Weitere Forderungen des Seniorenbund
- Frauen müssen im Scheidungsfall verbindlich über die Auswirkungen der Scheidung auf ihre Pensionsansprüche aufgeklärt werden. Verzichtet eine Frau etwa auf den Unterhalt und bekommt stattdessen eine Eigentumswohnung zugesprochen, hat dies gravierende Auswirkungen auf ihre Pension.
- Im Scheidungsfall sollen Pensionskonto-Gutschriften im Fall geleisteter Kindererziehungszeiten automatisch geteilt werden.
- Die Anrechnung von vier Jahren Kindererziehungszeiten pro Kind für die Pension, unabhängig wann die Kinder geboren wurden. Zudem sollte das Median-Einkommen für die Berechnung herangezogen werden.
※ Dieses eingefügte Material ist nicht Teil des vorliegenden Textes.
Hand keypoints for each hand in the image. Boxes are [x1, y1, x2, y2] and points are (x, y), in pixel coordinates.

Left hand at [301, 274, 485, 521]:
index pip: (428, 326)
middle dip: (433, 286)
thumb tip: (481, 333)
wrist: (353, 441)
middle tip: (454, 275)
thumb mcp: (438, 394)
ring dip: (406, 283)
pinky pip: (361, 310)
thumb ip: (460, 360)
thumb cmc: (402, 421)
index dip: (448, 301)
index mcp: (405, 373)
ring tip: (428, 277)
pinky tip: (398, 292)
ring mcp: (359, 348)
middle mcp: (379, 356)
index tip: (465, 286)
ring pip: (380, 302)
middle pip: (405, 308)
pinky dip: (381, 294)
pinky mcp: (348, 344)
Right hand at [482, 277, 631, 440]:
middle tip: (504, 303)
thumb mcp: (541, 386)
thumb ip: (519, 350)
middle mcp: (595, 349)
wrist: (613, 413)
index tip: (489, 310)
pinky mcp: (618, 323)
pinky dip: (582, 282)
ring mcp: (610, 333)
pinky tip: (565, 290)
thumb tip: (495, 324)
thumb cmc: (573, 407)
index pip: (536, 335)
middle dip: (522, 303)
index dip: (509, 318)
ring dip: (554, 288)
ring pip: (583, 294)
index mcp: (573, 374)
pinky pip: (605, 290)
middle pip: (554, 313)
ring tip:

Frauen haben sich vieles erkämpft, in den großen Linien wurde Gleichberechtigung erreicht. Wir diskutieren heute nicht mehr darüber, ob Frauen berufstätig sind und trotz Kindern Karriere machen. Doch diese Sicherheit ist trügerisch. Das Risiko der Altersarmut aufgrund fehlender Erwerbsjahre ist vielen Frauen nicht bewusst. Das ist umso erstaunlicher, als im urbanen Raum mittlerweile jede zweite Ehe geschieden wird.
Auf diese Fallstricke mache ich seit Jahren aufmerksam und ich werde weiterhin dafür kämpfen, dass für jene, die überwiegend Kindererziehung und Pflege leisten, ein spürbarer Effekt in Richtung Fairness erzielt wird!
Und die Hauptlast tragen die Frauen.